▶ **DATA TO EXAMINE**:
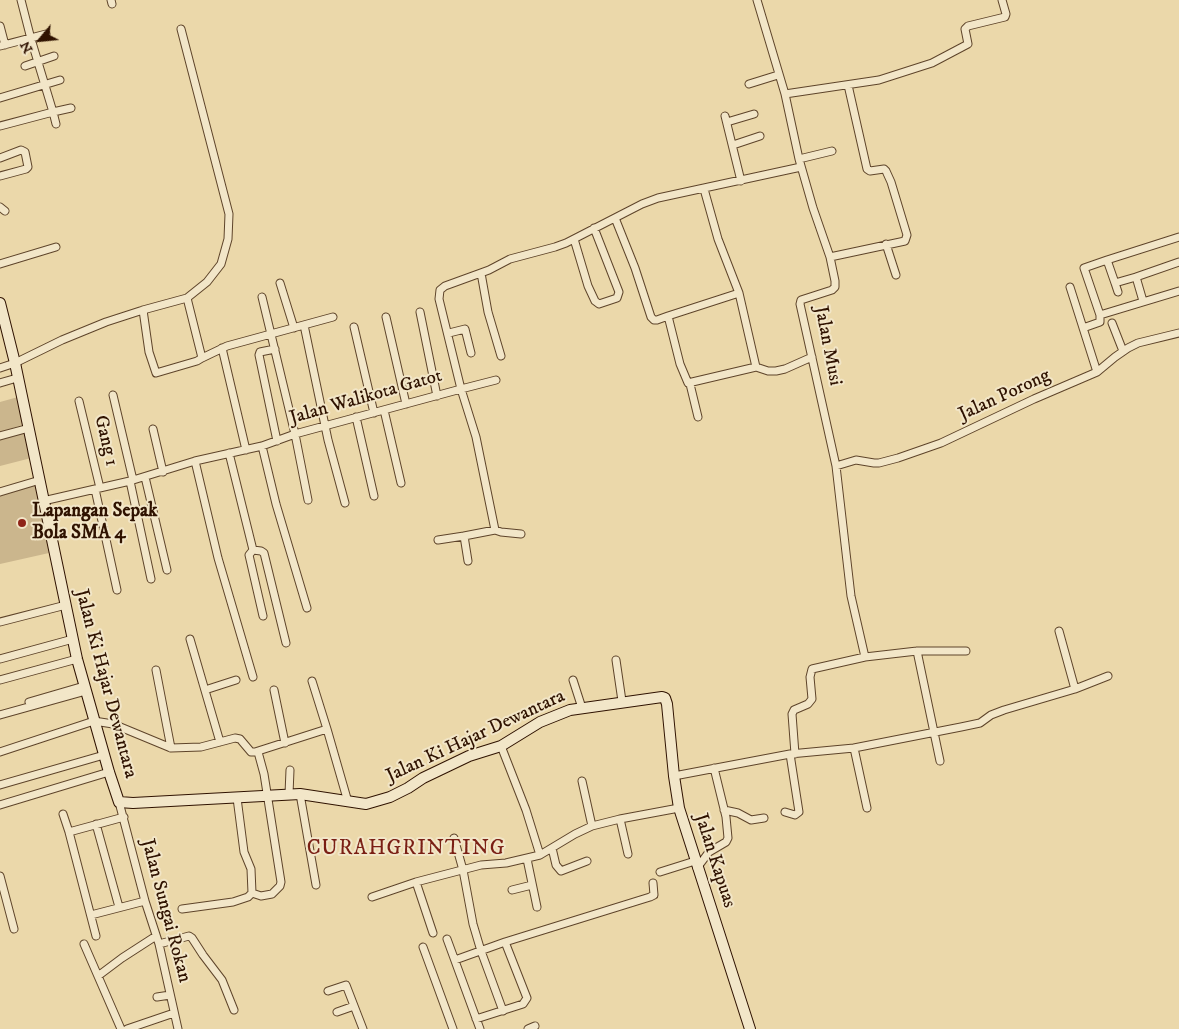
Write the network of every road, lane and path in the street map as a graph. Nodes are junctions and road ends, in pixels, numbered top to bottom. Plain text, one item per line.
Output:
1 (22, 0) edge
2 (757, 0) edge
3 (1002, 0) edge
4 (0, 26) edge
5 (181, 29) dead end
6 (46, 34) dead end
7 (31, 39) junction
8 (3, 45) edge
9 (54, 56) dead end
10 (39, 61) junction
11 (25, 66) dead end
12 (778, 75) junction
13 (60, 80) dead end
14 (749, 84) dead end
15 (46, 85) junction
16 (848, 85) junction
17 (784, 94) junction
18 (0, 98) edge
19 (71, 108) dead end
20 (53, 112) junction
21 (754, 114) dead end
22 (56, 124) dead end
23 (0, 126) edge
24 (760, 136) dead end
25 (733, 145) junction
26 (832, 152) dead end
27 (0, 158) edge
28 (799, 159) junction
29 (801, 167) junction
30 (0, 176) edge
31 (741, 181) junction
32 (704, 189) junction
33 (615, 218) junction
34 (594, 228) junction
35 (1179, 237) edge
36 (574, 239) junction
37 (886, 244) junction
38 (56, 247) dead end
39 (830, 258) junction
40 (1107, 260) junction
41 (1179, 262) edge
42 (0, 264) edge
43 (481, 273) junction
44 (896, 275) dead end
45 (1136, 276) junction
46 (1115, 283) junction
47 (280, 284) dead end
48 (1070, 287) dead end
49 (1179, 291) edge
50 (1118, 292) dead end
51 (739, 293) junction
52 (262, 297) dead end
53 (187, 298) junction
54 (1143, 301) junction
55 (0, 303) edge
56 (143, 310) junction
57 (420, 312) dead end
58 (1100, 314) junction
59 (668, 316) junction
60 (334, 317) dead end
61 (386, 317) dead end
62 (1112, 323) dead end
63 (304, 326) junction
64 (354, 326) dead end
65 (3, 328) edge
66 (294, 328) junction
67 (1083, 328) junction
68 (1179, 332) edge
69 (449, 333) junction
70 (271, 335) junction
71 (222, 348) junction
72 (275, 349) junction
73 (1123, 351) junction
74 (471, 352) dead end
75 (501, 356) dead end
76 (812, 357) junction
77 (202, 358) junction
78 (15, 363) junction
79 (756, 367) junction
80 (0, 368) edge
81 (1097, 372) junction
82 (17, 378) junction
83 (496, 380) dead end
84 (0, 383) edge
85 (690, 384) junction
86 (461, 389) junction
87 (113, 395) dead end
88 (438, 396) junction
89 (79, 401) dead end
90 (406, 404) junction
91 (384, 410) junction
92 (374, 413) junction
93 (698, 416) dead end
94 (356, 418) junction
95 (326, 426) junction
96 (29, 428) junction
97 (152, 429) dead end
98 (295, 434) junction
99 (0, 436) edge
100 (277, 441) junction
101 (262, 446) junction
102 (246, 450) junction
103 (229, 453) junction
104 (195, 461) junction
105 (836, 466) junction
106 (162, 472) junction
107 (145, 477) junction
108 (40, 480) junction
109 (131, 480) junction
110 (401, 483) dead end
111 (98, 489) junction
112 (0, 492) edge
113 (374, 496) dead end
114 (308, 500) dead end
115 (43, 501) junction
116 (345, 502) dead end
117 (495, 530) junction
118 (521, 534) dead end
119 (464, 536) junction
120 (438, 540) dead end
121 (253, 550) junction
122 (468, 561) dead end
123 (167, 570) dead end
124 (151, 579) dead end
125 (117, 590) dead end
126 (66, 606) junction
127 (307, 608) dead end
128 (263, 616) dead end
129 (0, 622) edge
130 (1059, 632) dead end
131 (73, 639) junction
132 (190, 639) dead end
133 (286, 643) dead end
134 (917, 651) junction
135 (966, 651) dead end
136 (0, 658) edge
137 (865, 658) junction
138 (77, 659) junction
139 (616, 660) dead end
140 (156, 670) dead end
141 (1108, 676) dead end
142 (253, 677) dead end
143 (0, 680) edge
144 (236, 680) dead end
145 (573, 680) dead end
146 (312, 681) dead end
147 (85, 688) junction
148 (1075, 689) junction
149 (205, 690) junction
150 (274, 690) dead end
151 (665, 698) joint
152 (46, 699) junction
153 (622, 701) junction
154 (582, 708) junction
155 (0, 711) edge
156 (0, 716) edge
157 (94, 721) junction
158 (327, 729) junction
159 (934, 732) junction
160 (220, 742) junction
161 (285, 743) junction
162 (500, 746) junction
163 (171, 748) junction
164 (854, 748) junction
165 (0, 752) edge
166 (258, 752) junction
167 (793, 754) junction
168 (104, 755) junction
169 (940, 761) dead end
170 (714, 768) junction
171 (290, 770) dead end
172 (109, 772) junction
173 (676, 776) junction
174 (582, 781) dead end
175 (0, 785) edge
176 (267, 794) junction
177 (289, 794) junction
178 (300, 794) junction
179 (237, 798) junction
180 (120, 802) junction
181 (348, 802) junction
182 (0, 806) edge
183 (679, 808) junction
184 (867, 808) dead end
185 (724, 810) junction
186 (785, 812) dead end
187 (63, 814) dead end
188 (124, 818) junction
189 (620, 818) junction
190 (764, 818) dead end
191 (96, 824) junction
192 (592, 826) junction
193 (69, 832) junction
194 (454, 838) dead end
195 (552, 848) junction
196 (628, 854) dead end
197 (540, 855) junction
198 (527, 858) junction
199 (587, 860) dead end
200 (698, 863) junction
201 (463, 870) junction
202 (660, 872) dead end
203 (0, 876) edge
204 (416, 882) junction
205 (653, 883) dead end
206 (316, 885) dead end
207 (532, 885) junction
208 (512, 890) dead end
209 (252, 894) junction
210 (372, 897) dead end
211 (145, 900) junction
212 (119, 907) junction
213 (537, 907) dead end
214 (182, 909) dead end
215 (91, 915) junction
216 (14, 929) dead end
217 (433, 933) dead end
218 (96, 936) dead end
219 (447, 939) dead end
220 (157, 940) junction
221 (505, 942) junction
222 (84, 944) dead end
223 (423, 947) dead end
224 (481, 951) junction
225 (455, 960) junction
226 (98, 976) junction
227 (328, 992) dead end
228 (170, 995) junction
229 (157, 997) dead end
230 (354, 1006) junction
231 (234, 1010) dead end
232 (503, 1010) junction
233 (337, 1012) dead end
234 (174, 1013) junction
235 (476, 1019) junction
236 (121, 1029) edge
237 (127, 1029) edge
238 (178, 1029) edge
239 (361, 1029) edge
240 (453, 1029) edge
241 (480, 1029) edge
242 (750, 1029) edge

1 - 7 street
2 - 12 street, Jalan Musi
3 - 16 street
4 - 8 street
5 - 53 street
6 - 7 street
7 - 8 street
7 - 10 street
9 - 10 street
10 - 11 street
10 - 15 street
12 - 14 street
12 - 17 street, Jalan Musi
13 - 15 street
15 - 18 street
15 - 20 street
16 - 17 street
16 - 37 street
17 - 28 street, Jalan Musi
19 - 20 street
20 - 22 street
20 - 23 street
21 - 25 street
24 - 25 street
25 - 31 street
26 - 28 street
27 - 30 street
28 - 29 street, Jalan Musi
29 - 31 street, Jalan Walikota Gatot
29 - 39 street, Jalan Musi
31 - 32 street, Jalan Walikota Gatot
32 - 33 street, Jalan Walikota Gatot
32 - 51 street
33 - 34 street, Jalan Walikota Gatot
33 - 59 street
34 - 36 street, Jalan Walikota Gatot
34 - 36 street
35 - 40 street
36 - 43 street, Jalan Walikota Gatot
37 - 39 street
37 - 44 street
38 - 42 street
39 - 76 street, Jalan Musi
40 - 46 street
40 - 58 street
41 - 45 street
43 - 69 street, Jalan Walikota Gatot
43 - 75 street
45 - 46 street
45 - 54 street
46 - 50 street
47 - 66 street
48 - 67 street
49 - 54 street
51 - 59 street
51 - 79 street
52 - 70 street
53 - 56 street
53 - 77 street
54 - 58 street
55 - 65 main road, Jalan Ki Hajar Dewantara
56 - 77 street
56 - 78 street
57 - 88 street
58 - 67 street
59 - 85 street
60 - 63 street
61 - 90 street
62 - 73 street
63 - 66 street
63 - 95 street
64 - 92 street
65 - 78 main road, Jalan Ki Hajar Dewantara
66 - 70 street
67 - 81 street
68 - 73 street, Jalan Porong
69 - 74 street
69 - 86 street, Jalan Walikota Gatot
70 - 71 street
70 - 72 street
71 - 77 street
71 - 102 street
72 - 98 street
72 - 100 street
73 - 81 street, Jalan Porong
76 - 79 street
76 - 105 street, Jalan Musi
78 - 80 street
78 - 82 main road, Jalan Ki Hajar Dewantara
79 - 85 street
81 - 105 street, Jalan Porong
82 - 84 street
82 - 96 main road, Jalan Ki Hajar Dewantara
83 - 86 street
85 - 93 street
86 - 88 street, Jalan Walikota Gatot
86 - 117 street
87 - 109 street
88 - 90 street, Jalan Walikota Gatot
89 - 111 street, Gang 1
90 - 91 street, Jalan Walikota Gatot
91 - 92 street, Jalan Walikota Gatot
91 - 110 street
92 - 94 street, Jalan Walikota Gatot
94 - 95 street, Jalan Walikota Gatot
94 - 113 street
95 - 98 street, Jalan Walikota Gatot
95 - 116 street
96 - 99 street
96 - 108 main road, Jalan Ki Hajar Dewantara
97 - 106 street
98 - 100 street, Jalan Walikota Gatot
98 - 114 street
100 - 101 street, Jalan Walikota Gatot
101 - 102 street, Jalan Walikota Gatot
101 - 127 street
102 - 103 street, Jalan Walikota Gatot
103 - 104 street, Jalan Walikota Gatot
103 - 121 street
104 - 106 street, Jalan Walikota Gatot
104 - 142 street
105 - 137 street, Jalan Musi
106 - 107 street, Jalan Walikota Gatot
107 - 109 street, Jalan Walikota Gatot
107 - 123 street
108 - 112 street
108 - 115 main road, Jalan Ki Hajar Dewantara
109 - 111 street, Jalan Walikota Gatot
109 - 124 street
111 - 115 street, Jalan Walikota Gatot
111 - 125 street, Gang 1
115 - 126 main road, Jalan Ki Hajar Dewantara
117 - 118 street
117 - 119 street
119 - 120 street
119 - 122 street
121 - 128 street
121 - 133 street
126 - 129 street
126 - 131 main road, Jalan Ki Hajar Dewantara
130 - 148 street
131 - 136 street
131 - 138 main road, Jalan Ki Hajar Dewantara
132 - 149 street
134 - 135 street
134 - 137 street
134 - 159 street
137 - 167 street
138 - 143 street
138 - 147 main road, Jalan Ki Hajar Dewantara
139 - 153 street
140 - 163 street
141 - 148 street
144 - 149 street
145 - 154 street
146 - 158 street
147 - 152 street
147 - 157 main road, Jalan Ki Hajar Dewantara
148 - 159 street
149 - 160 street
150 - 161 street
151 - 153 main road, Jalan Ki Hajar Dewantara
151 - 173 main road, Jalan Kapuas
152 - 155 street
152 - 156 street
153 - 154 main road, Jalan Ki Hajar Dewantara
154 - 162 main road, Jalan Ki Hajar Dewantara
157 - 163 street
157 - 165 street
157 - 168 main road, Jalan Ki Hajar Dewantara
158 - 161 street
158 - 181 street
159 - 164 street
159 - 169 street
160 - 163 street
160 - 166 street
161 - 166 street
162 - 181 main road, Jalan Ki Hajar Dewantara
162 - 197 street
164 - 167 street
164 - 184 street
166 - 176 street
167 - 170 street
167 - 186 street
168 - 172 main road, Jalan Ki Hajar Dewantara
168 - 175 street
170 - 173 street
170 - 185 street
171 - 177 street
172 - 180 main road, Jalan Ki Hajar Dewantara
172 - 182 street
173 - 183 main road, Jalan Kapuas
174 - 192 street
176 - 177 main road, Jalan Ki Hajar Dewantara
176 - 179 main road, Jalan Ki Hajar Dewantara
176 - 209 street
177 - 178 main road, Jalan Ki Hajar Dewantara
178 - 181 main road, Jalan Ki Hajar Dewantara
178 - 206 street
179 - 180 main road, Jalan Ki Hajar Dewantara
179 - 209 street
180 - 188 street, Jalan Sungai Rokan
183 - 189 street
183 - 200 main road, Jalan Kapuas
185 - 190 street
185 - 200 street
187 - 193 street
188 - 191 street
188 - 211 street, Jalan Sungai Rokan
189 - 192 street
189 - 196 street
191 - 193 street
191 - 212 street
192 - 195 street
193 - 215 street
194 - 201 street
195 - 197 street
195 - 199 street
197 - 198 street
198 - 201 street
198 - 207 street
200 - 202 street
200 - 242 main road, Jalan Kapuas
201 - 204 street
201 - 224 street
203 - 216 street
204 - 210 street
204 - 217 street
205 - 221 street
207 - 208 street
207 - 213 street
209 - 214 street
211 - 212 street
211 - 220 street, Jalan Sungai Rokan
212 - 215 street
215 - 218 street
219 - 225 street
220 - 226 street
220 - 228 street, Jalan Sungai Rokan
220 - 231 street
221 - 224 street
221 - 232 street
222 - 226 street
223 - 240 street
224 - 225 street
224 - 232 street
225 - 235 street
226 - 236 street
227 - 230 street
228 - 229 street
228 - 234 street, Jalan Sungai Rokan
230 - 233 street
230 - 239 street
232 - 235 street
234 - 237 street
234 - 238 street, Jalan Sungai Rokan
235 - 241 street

▶ **WORK INSTRUCTIONS**:
Lines of the listing above that contain the word "Rokan" must all be copied.

▶ **SOLUTION TO THE PROBLEM**:
180 - 188 street, Jalan Sungai Rokan
188 - 211 street, Jalan Sungai Rokan
211 - 220 street, Jalan Sungai Rokan
220 - 228 street, Jalan Sungai Rokan
228 - 234 street, Jalan Sungai Rokan
234 - 238 street, Jalan Sungai Rokan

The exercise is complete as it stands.